アサヒビールは7日、傘下のニッカウヰスキーが、2021年までに北海道余市町の「余市蒸溜所」と仙台市にある「宮城峡蒸溜所」のウイスキーの生産設備を増強すると発表した。22年以降、原酒の生産量を2割増やす。
投資額は合計で約65億円。ハイボール人気などを背景とした国内の消費の増加と、海外での日本ウイスキー人気による原酒不足に対応する。
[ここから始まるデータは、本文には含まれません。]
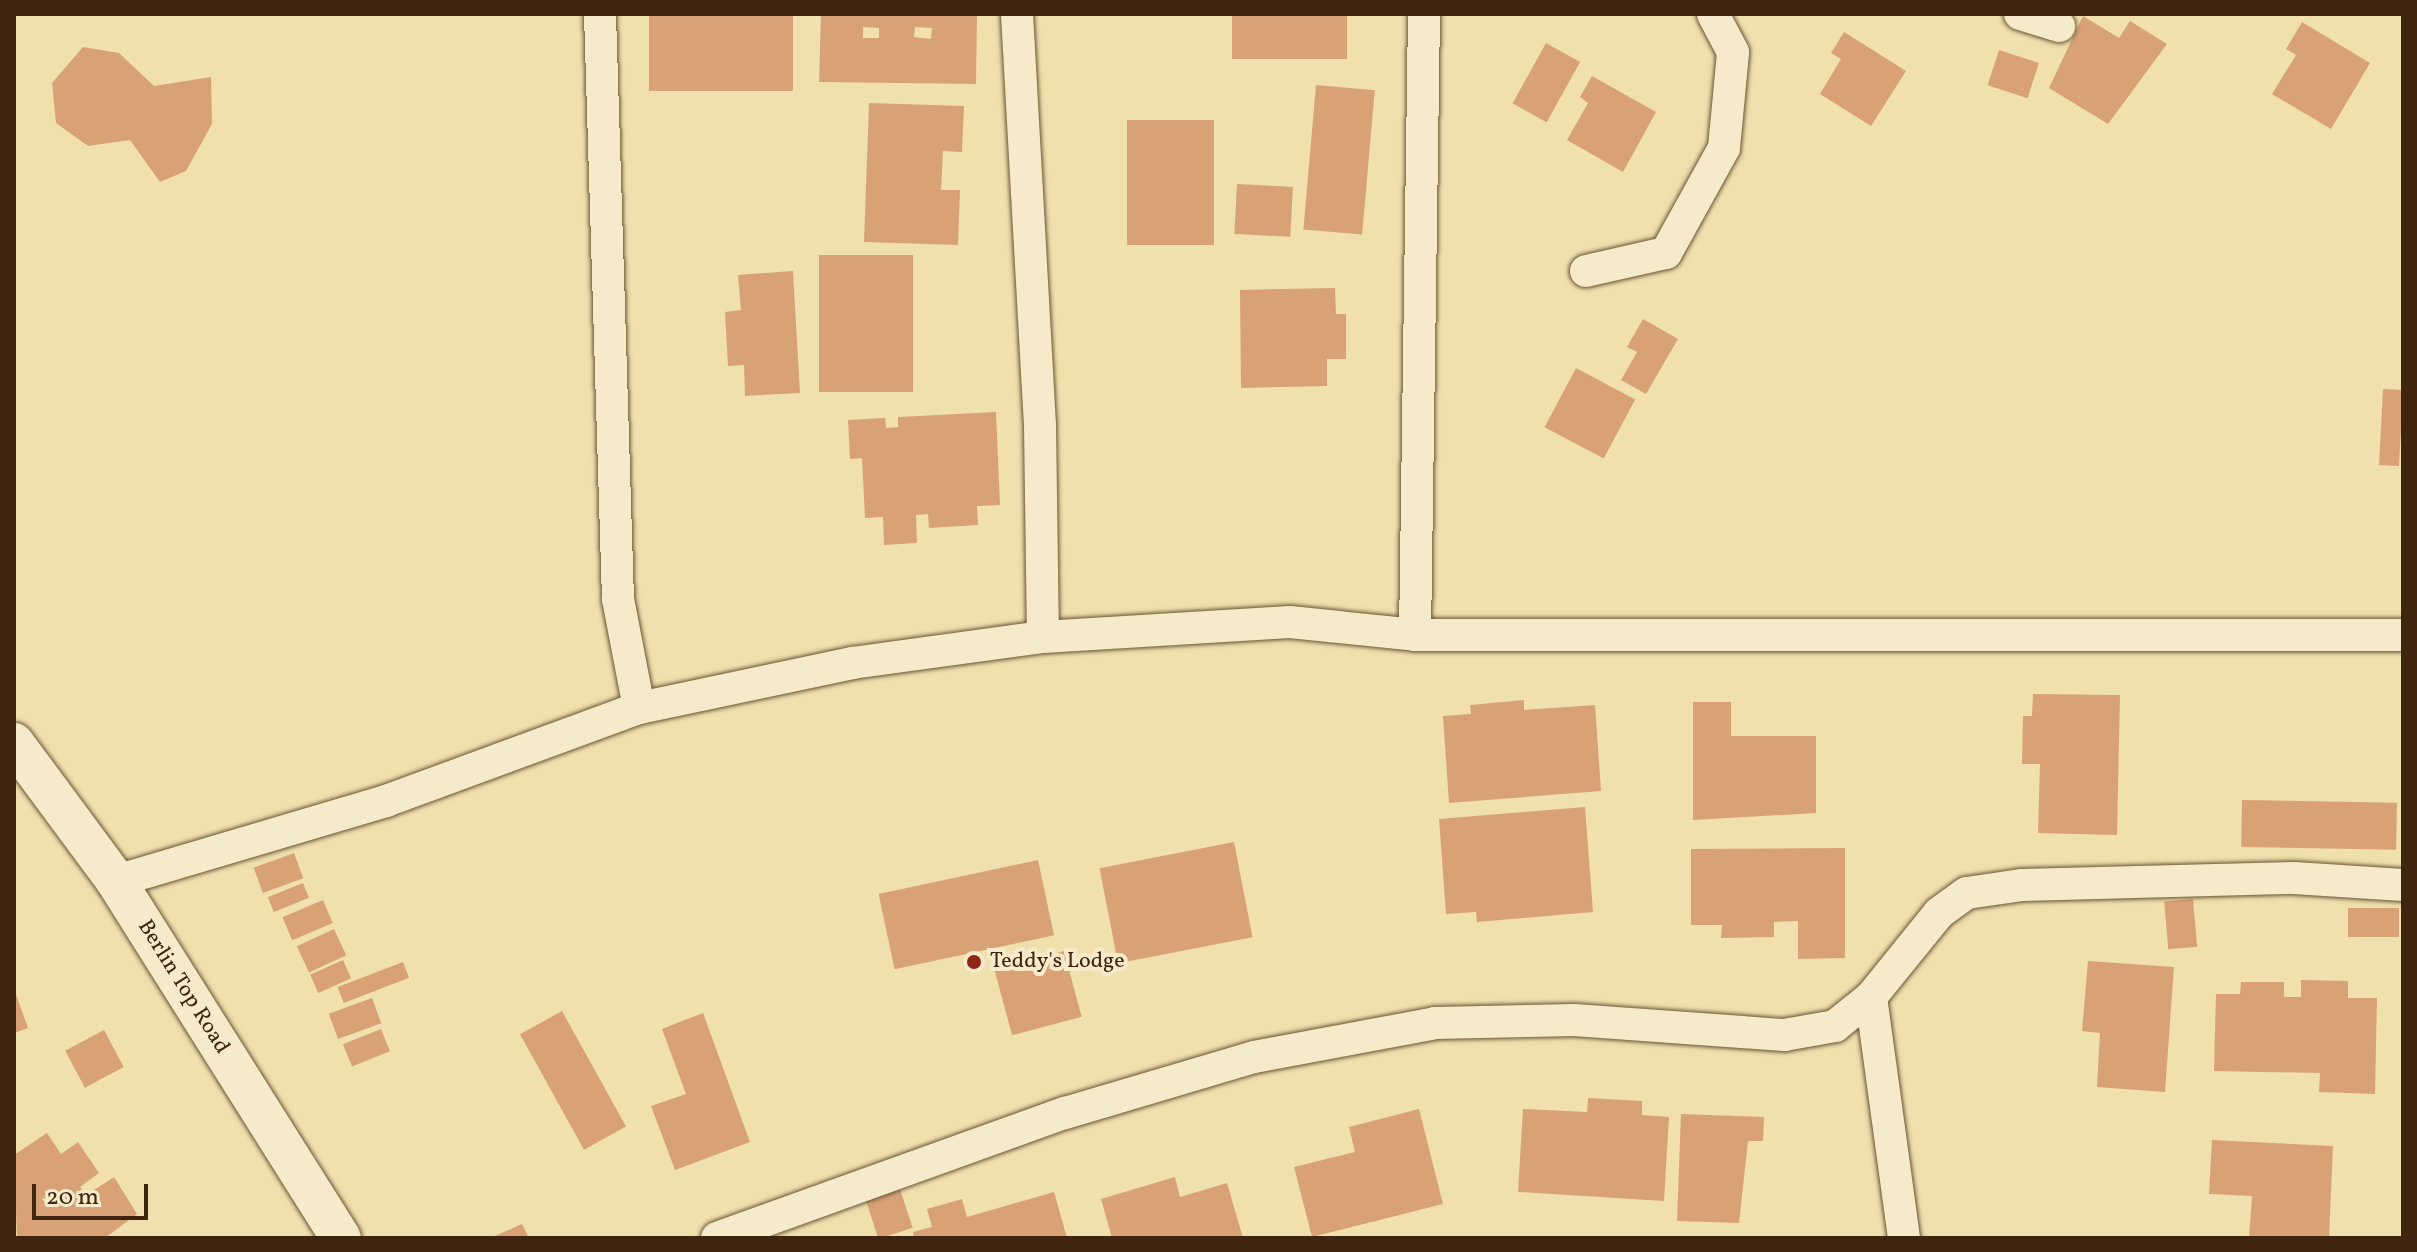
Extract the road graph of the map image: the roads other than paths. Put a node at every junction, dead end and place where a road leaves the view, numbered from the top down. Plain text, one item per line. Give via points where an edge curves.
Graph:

両蒸留所ではウイスキーたるの貯蔵庫をそれぞれ1棟増やす。余市蒸溜所では蒸留器で生産した原酒をたるに詰めるタンクなどを増設。勤務態勢も20年以上ぶりに昼夜間の2交代制にする。宮城峡蒸溜所は蒸留工程を一部自動化して効率化を図る。
ニッカは14年以降、原酒不足で「余市」や「竹鶴」のほか「宮城峡」の一部商品で出荷制限などが続いている。設備増強により、34年までに安定供給を目指す。
ウイスキーは原酒をたるに詰め、5年や10年といった長期間にわたって熟成させた後、原酒を混ぜて味を調える。このため出荷量を急に増やせず、需要に追い付かない状態が続いている。